Below are entries. Pull out all lines containing "junctions".

#### SUPPLIED INFORMATION:
---
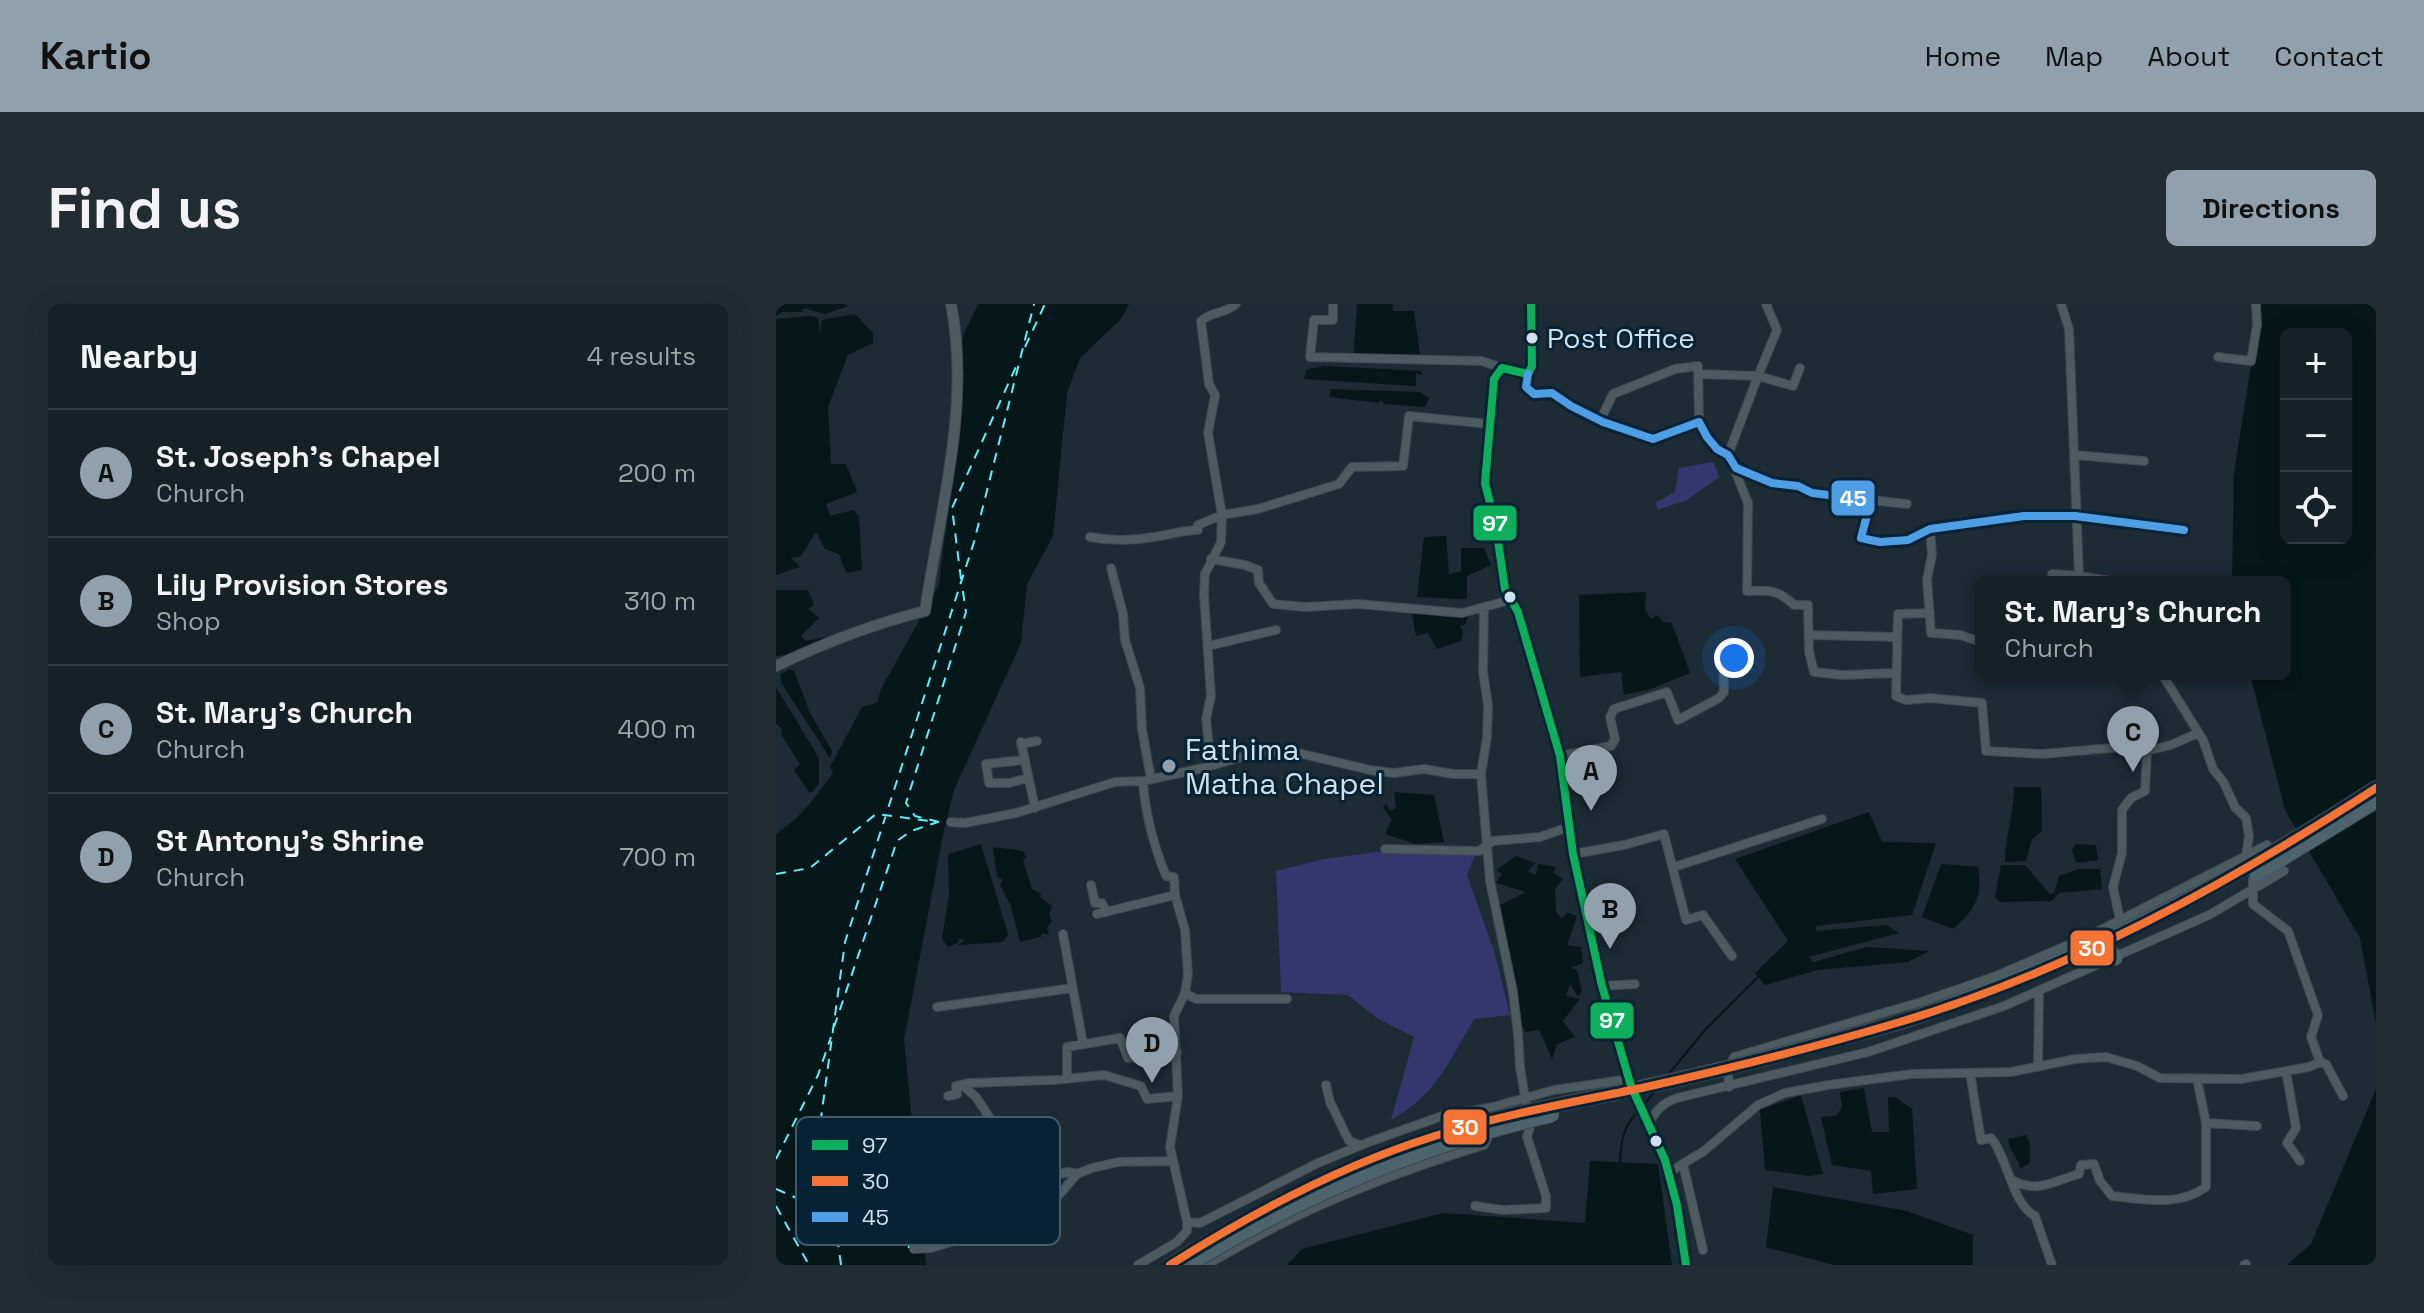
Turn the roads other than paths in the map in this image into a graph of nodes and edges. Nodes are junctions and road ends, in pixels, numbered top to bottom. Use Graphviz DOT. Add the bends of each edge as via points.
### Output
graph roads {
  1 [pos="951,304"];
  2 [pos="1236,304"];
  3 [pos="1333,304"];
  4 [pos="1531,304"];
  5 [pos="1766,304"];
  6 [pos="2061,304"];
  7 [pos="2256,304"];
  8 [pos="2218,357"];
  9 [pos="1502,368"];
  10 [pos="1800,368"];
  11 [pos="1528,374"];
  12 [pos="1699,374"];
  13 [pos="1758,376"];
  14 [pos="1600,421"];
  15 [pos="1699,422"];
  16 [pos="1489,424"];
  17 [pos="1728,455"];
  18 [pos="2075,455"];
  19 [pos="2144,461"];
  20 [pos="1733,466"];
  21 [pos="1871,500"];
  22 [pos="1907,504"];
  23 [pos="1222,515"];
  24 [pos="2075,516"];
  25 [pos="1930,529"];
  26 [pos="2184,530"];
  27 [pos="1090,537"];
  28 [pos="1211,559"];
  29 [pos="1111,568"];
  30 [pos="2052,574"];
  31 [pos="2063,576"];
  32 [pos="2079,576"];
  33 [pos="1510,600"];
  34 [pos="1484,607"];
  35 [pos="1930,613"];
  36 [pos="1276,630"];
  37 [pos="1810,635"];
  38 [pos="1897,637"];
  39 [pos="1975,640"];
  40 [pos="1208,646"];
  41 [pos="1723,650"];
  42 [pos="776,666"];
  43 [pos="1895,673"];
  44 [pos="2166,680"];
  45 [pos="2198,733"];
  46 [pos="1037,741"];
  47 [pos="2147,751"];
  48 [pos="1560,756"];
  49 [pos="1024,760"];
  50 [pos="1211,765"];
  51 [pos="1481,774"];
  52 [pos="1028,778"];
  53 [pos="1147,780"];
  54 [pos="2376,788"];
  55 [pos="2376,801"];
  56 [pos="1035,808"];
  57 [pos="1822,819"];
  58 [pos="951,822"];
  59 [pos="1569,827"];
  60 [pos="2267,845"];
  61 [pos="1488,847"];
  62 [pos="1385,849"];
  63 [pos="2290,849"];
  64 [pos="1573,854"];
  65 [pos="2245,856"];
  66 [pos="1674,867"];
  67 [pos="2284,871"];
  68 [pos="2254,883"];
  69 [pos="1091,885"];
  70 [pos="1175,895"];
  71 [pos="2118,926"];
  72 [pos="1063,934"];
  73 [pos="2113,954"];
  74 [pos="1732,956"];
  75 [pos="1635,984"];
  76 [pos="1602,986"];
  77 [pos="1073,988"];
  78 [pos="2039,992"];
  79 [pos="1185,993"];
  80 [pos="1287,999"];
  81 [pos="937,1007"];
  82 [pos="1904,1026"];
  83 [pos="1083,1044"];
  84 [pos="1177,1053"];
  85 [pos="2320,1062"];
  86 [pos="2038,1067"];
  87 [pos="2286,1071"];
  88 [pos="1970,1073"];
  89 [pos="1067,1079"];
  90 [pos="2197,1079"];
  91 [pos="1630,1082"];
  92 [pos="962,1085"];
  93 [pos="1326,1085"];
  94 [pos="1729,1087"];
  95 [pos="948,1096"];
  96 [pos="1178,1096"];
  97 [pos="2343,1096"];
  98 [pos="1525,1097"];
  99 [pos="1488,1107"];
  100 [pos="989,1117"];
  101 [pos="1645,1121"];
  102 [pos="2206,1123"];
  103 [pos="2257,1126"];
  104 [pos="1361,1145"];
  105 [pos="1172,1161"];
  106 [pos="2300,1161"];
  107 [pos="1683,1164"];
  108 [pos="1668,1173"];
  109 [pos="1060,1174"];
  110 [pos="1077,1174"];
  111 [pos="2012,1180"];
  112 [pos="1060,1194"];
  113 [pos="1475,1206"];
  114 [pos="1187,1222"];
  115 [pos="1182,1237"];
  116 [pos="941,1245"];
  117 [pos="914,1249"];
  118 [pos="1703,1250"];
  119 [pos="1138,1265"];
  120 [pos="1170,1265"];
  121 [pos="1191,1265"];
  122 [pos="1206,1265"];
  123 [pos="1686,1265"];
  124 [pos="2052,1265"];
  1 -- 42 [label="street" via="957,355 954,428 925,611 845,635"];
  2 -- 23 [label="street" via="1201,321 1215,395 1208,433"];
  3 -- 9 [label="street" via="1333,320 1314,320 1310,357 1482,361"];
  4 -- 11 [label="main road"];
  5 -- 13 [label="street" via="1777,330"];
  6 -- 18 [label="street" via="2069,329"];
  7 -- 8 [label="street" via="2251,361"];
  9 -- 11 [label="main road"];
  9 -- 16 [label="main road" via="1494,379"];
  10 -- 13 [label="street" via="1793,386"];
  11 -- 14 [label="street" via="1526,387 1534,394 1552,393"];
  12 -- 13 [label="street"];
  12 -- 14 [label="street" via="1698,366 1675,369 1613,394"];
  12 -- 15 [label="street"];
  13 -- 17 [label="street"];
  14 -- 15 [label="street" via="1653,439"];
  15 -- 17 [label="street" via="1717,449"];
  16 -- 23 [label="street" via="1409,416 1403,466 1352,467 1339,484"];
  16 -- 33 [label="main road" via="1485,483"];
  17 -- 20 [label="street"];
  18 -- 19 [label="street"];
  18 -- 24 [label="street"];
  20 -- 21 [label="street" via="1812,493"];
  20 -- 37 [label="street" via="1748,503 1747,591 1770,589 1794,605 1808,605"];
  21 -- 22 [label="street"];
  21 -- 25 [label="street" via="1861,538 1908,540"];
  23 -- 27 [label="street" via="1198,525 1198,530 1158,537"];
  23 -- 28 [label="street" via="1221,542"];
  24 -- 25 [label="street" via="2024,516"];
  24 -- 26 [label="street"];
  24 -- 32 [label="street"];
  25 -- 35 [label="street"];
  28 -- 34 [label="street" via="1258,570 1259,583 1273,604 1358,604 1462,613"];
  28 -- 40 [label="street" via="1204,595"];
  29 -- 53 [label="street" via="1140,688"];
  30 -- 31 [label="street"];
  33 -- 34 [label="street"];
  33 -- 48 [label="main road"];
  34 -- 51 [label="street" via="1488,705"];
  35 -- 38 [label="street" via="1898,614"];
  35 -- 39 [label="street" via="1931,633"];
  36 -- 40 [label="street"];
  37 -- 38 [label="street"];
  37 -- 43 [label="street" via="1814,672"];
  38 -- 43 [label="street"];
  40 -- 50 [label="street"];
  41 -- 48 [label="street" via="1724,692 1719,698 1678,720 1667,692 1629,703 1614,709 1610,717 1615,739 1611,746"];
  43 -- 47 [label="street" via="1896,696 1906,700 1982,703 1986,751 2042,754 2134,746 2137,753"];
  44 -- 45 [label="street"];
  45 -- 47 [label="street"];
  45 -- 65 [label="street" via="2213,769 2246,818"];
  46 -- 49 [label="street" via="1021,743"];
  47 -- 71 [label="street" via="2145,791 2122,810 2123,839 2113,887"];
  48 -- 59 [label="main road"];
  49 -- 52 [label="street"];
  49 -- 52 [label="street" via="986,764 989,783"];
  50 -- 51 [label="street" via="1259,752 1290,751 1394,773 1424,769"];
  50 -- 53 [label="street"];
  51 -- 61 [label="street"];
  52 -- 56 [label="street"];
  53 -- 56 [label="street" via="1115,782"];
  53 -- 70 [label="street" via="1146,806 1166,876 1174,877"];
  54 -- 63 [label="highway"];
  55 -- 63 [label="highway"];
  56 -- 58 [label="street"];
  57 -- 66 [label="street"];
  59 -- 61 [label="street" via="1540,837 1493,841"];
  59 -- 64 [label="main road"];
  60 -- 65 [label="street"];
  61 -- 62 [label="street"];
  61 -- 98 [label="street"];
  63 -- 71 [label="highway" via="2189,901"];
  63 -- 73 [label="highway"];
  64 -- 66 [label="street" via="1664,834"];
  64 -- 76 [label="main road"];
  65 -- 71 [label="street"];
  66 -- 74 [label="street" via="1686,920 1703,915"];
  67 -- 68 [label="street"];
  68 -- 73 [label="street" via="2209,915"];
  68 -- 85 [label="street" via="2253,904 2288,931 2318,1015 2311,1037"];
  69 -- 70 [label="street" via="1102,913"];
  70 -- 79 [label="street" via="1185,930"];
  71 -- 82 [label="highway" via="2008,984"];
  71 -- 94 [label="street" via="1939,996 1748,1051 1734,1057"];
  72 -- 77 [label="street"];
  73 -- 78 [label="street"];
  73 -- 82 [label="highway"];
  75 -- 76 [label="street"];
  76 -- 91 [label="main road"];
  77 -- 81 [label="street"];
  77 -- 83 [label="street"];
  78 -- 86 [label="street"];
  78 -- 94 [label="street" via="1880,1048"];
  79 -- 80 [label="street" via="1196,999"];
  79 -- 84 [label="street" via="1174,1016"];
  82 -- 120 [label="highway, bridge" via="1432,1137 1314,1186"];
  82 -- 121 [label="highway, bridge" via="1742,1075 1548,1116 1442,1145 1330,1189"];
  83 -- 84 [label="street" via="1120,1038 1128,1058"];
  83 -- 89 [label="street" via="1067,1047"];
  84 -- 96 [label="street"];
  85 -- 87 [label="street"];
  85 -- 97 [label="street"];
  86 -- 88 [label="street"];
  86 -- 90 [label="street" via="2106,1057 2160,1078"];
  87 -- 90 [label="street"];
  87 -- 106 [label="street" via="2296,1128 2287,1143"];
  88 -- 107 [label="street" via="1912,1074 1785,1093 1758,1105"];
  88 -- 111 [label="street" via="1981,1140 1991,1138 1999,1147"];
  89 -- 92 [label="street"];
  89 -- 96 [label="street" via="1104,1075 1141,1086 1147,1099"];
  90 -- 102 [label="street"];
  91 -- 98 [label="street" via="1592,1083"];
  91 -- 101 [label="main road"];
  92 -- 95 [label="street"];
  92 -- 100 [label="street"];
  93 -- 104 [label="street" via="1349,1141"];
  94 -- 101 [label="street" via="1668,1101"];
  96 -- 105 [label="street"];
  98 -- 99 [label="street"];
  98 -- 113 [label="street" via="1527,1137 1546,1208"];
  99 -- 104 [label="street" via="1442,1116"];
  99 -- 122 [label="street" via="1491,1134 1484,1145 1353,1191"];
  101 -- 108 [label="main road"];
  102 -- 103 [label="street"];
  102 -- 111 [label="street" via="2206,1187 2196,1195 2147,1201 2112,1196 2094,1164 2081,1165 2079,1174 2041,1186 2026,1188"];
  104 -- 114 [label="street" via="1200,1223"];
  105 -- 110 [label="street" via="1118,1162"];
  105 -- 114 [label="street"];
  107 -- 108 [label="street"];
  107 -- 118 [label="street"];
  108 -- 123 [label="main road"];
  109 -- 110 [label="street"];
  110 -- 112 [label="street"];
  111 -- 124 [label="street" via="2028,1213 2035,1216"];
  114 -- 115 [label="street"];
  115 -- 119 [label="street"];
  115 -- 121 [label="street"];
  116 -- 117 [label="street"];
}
---
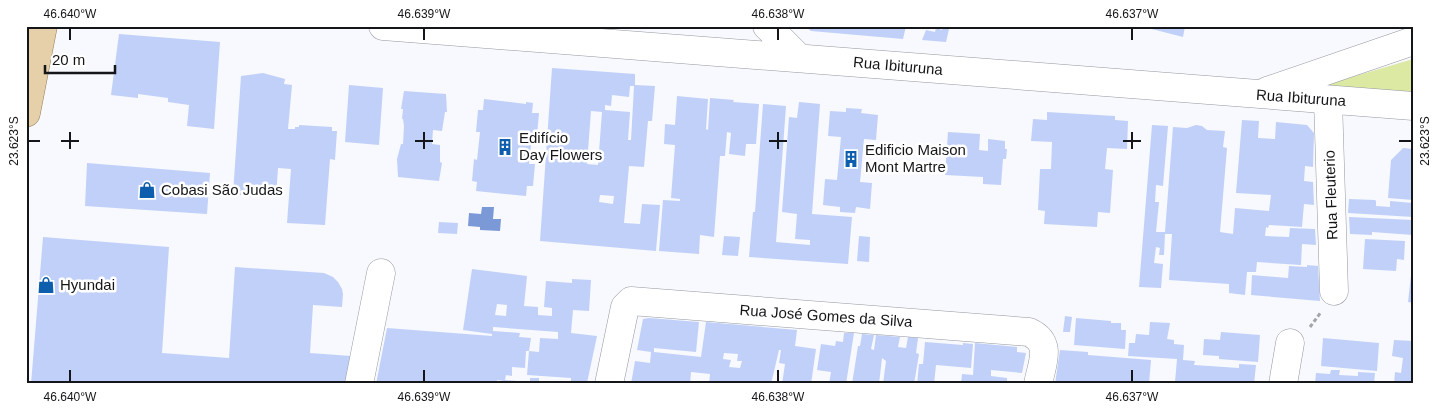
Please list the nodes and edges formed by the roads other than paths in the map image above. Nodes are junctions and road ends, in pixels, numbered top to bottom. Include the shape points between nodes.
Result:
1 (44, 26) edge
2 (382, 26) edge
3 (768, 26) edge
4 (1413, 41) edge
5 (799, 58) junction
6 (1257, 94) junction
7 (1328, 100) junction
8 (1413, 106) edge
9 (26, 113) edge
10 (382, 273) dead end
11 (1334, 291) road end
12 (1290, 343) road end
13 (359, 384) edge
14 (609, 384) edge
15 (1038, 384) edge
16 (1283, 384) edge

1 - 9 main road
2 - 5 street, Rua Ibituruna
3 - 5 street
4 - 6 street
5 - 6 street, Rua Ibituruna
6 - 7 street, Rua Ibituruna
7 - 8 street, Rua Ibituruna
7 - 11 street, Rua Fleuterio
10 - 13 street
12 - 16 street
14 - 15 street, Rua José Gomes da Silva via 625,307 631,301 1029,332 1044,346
---
#### ANSWER AREA:
Turn the roads other than paths in the map in this image into a graph of nodes and edges. Nodes are junctions and road ends, in pixels, numbered top to bottom. Use Graphviz DOT. Add the bends of each edge as via points.
Please list the nodes and edges formed by the roads other than paths in the map image above. Nodes are junctions and road ends, in pixels, numbered top to bottom. Include the shape points between nodes.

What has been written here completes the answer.